**Stored data**:
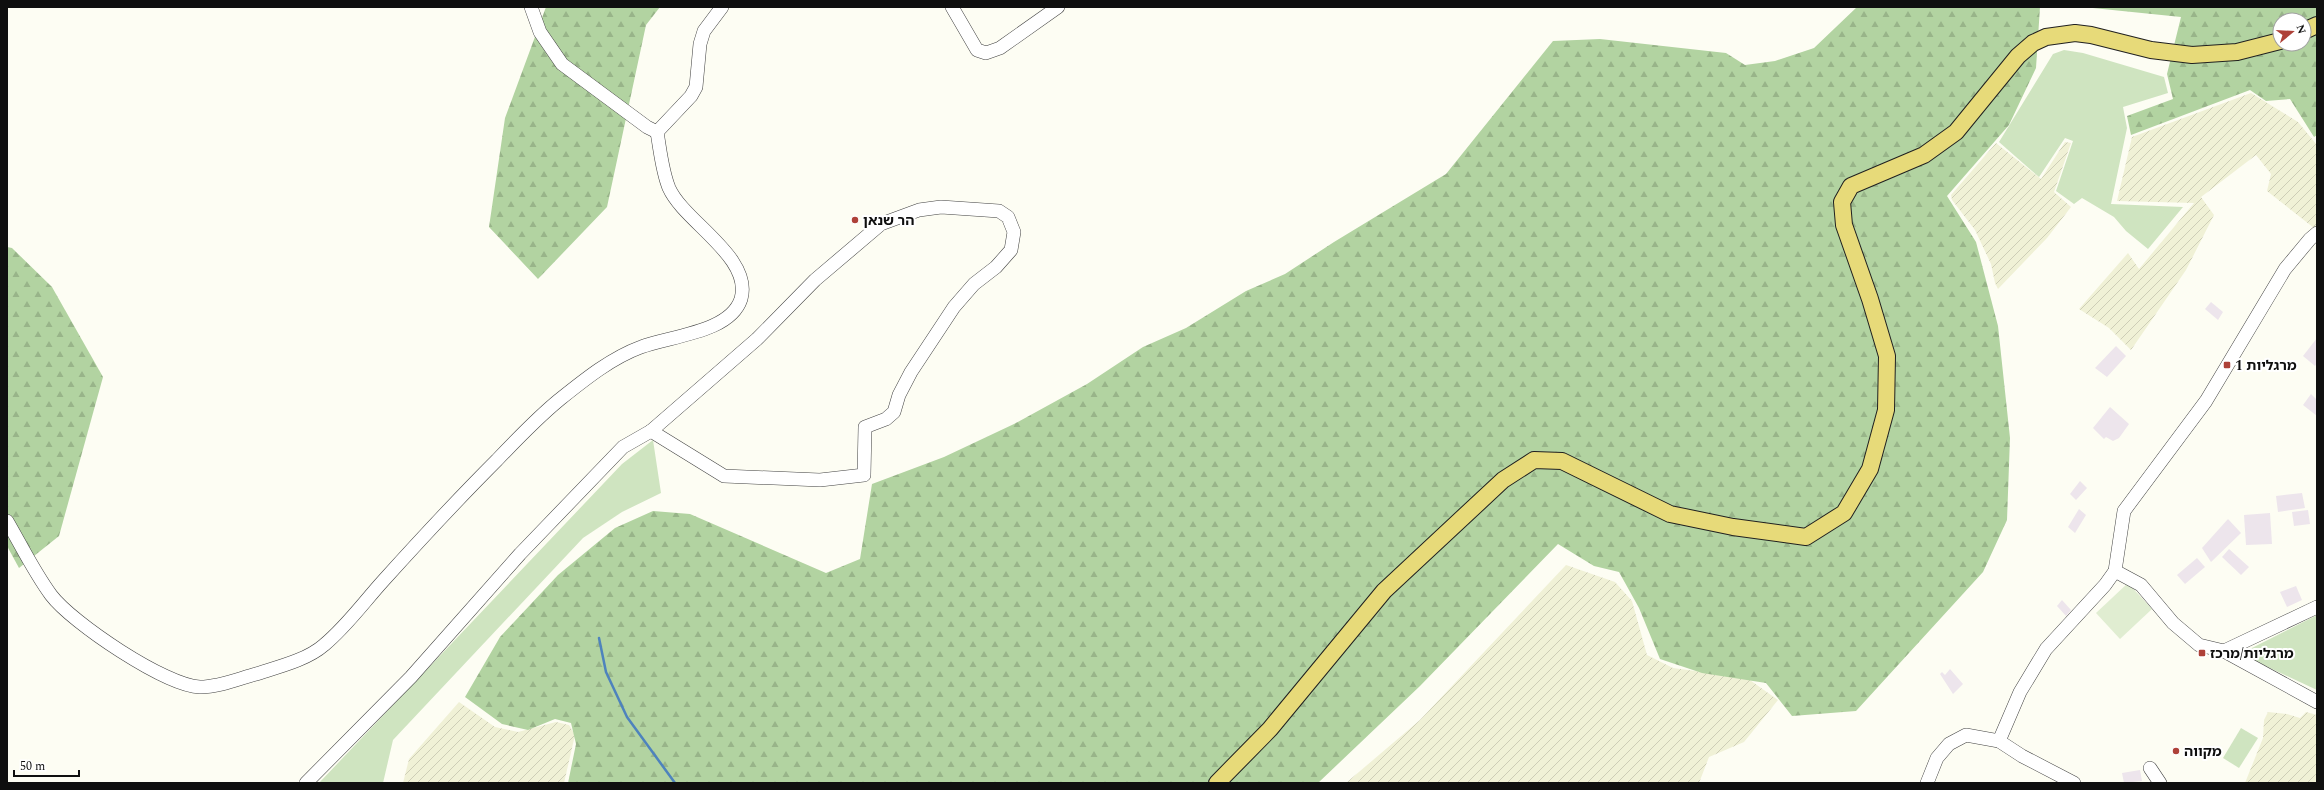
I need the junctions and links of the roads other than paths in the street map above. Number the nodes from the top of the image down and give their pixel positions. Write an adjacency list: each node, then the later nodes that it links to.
1 (531, 7): 6 (street)
2 (722, 7): 6 (street)
3 (952, 7): 4 (street)
4 (1058, 7)
5 (2272, 42): 18 (main road)
6 (657, 132): 9 (street)
7 (2317, 233): 10 (street)
8 (651, 431): 8 (street); 17 (street)
9 (7, 520)
10 (2116, 571): 12 (street); 14 (street)
11 (2317, 607): 12 (street)
12 (2224, 651): 13 (street)
13 (2317, 702)
14 (1999, 741): 16 (street); 19 (street)
15 (2150, 768): 21 (street)
16 (2059, 780): 20 (street)
17 (306, 783)
18 (1217, 783)
19 (1927, 783)
20 (2074, 783)
21 (2160, 783)

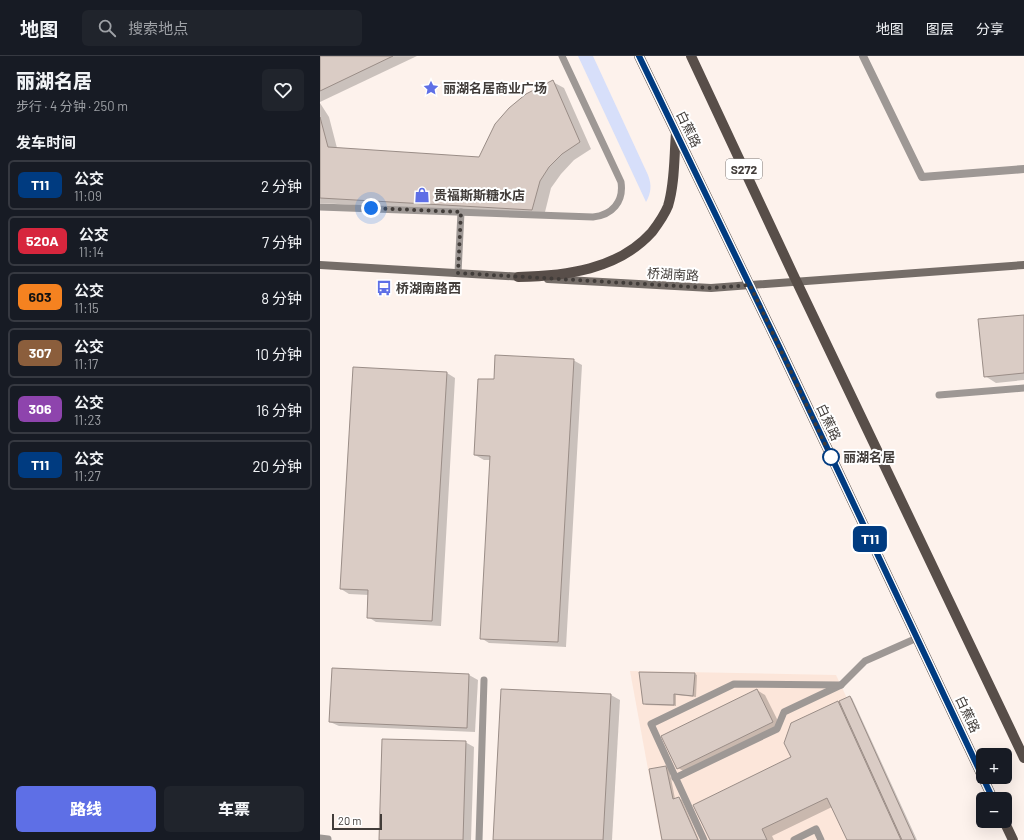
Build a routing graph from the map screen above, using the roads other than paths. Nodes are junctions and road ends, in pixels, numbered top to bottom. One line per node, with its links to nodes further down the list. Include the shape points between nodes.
1 (562, 56): 8 (lane, via 621,182 622,195 619,201 610,211 593,217)
2 (639, 56): 5 (main road, 白蕉路)
3 (692, 56): 13 (main road, S272)
4 (863, 56): 6 (street, via 922,177)
5 (676, 133): 12 (main road, via 672,188 667,207 659,223 644,240 621,256 597,267 570,273); 14 (main road, 白蕉路)
6 (1024, 169)
7 (320, 207): 8 (lane)
8 (461, 212): 11 (lane)
9 (320, 265): 11 (street, 桥湖南路)
10 (1024, 265): 13 (street, 桥湖南路)
11 (458, 273): 12 (street, 桥湖南路)
12 (518, 277): 14 (street, 桥湖南路, via 711,288)
13 (797, 282): 14 (street, 桥湖南路); 20 (main road, S272)
14 (750, 285): 17 (main road, 白蕉路)
15 (1024, 388): 16 (lane)
16 (939, 395)
17 (917, 638): 19 (lane, via 865,661); 22 (main road, 白蕉路)
18 (484, 680): 26 (lane)
19 (841, 685): 21 (lane, via 784,712 777,729); 21 (lane, via 734,684 651,724)
20 (1024, 758)
21 (675, 778): 27 (lane)
22 (990, 792)
23 (1007, 828): 30 (main road)
24 (320, 838): 25 (lane)
25 (328, 840)
26 (479, 840)
27 (704, 840)
28 (794, 840): 29 (lane, via 816,829)
29 (821, 840)
30 (1013, 840)

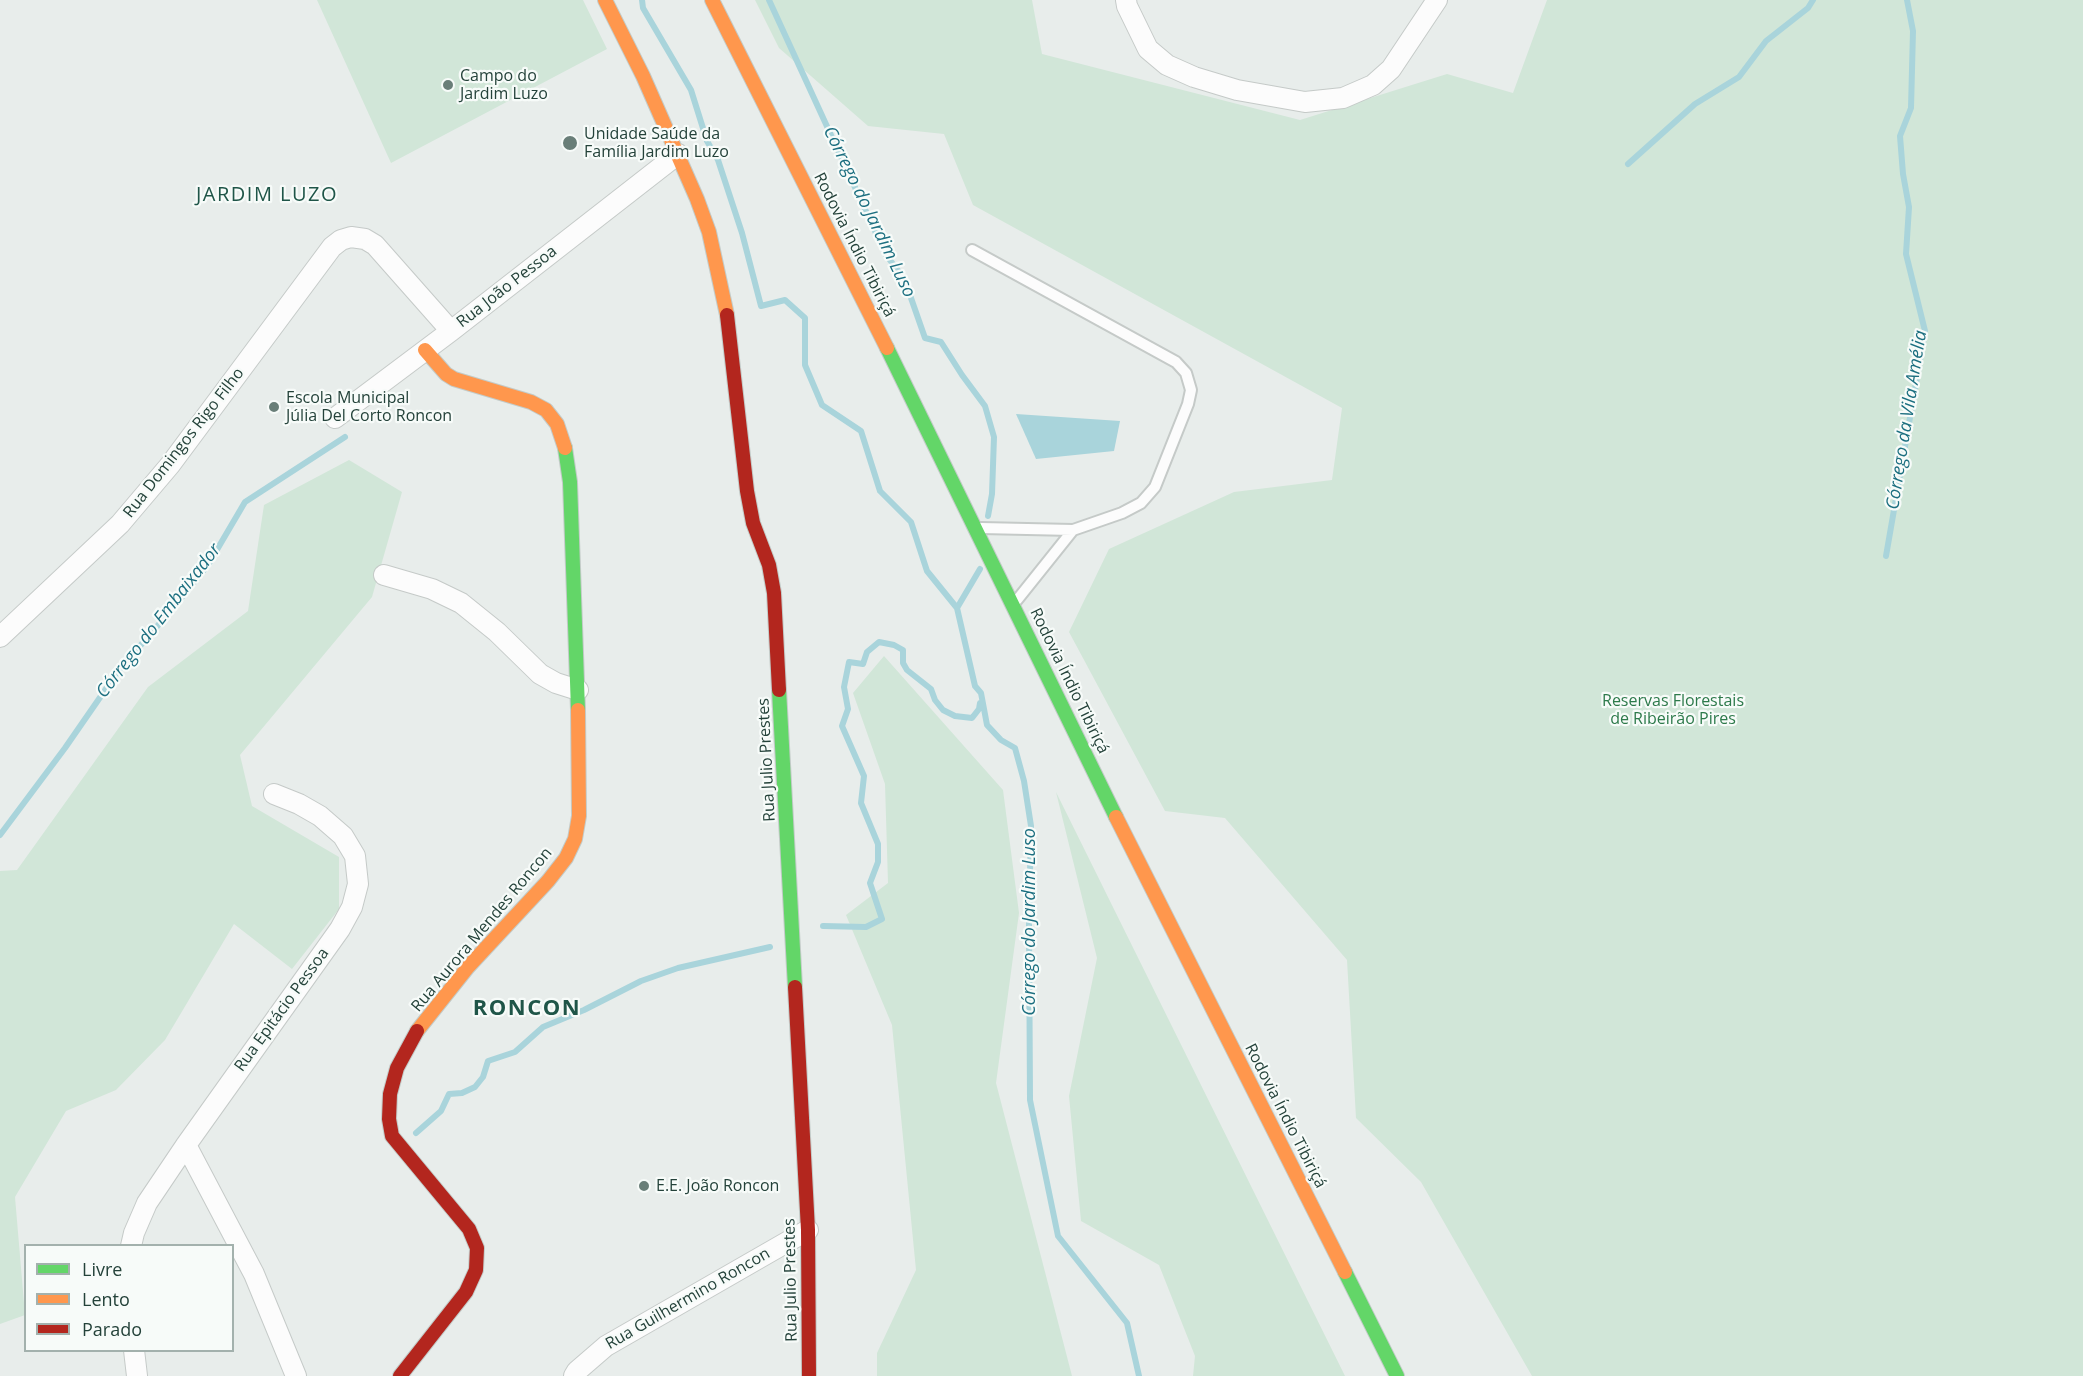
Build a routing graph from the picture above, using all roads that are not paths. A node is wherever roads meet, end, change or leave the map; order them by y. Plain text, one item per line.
1 (605, 0) edge
2 (712, 0) edge
3 (1126, 0) edge
4 (1437, 0) edge
5 (678, 154) junction
6 (972, 250) dead end
7 (451, 331) junction
8 (426, 350) junction
9 (335, 418) dead end
10 (976, 528) junction
11 (1073, 530) junction
12 (384, 575) dead end
13 (1013, 604) junction
14 (0, 637) edge
15 (578, 690) junction
16 (274, 794) dead end
17 (186, 1145) junction
18 (808, 1230) junction
19 (131, 1244) edge
20 (134, 1352) edge
21 (137, 1376) edge
22 (296, 1376) edge
23 (400, 1376) edge
24 (574, 1376) edge
25 (809, 1376) edge
26 (1397, 1376) edge

1 - 5 main road, Rua Julio Prestes
2 - 10 main road, Rodovia Índio Tibiriçá
3 - 4 street
5 - 7 street, Rua João Pessoa
5 - 18 main road, Rua Julio Prestes
6 - 11 lane
7 - 8 street, Rua João Pessoa
7 - 14 street, Rua Domingos Rigo Filho
8 - 9 street, Rua João Pessoa
8 - 15 main road, Rua Aurora Mendes Roncon
10 - 11 lane
10 - 13 main road, Rodovia Índio Tibiriçá
11 - 13 lane
12 - 15 street
13 - 26 main road, Rodovia Índio Tibiriçá
15 - 23 main road, Rua Aurora Mendes Roncon
16 - 17 street, Rua Epitácio Pessoa
17 - 19 street, Rua Epitácio Pessoa
17 - 22 street
18 - 24 street, Rua Guilhermino Roncon
18 - 25 main road, Rua Julio Prestes
20 - 21 street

**GOAL OF THE EXERCISE**:
Please give back every line above exactly as it stands, without pictures.

**WRITTEN ANSWER**:
I need the junctions and links of the roads other than paths in the street map above. Number the nodes from the top of the image down and give their pixel positions. Write an adjacency list: each node, then the later nodes that it links to.
1 (531, 7): 6 (street)
2 (722, 7): 6 (street)
3 (952, 7): 4 (street)
4 (1058, 7)
5 (2272, 42): 18 (main road)
6 (657, 132): 9 (street)
7 (2317, 233): 10 (street)
8 (651, 431): 8 (street); 17 (street)
9 (7, 520)
10 (2116, 571): 12 (street); 14 (street)
11 (2317, 607): 12 (street)
12 (2224, 651): 13 (street)
13 (2317, 702)
14 (1999, 741): 16 (street); 19 (street)
15 (2150, 768): 21 (street)
16 (2059, 780): 20 (street)
17 (306, 783)
18 (1217, 783)
19 (1927, 783)
20 (2074, 783)
21 (2160, 783)

Build a routing graph from the map screen above, using the roads other than paths. Nodes are junctions and road ends, in pixels, numbered top to bottom. One line per node, with its links to nodes further down the list. Include the shape points between nodes.
1 (562, 56): 8 (lane, via 621,182 622,195 619,201 610,211 593,217)
2 (639, 56): 5 (main road, 白蕉路)
3 (692, 56): 13 (main road, S272)
4 (863, 56): 6 (street, via 922,177)
5 (676, 133): 12 (main road, via 672,188 667,207 659,223 644,240 621,256 597,267 570,273); 14 (main road, 白蕉路)
6 (1024, 169)
7 (320, 207): 8 (lane)
8 (461, 212): 11 (lane)
9 (320, 265): 11 (street, 桥湖南路)
10 (1024, 265): 13 (street, 桥湖南路)
11 (458, 273): 12 (street, 桥湖南路)
12 (518, 277): 14 (street, 桥湖南路, via 711,288)
13 (797, 282): 14 (street, 桥湖南路); 20 (main road, S272)
14 (750, 285): 17 (main road, 白蕉路)
15 (1024, 388): 16 (lane)
16 (939, 395)
17 (917, 638): 19 (lane, via 865,661); 22 (main road, 白蕉路)
18 (484, 680): 26 (lane)
19 (841, 685): 21 (lane, via 784,712 777,729); 21 (lane, via 734,684 651,724)
20 (1024, 758)
21 (675, 778): 27 (lane)
22 (990, 792)
23 (1007, 828): 30 (main road)
24 (320, 838): 25 (lane)
25 (328, 840)
26 (479, 840)
27 (704, 840)
28 (794, 840): 29 (lane, via 816,829)
29 (821, 840)
30 (1013, 840)

Build a routing graph from the picture above, using all roads that are not paths. A node is wherever roads meet, end, change or leave the map; order them by y. Plain text, one item per line.
1 (605, 0) edge
2 (712, 0) edge
3 (1126, 0) edge
4 (1437, 0) edge
5 (678, 154) junction
6 (972, 250) dead end
7 (451, 331) junction
8 (426, 350) junction
9 (335, 418) dead end
10 (976, 528) junction
11 (1073, 530) junction
12 (384, 575) dead end
13 (1013, 604) junction
14 (0, 637) edge
15 (578, 690) junction
16 (274, 794) dead end
17 (186, 1145) junction
18 (808, 1230) junction
19 (131, 1244) edge
20 (134, 1352) edge
21 (137, 1376) edge
22 (296, 1376) edge
23 (400, 1376) edge
24 (574, 1376) edge
25 (809, 1376) edge
26 (1397, 1376) edge

1 - 5 main road, Rua Julio Prestes
2 - 10 main road, Rodovia Índio Tibiriçá
3 - 4 street
5 - 7 street, Rua João Pessoa
5 - 18 main road, Rua Julio Prestes
6 - 11 lane
7 - 8 street, Rua João Pessoa
7 - 14 street, Rua Domingos Rigo Filho
8 - 9 street, Rua João Pessoa
8 - 15 main road, Rua Aurora Mendes Roncon
10 - 11 lane
10 - 13 main road, Rodovia Índio Tibiriçá
11 - 13 lane
12 - 15 street
13 - 26 main road, Rodovia Índio Tibiriçá
15 - 23 main road, Rua Aurora Mendes Roncon
16 - 17 street, Rua Epitácio Pessoa
17 - 19 street, Rua Epitácio Pessoa
17 - 22 street
18 - 24 street, Rua Guilhermino Roncon
18 - 25 main road, Rua Julio Prestes
20 - 21 street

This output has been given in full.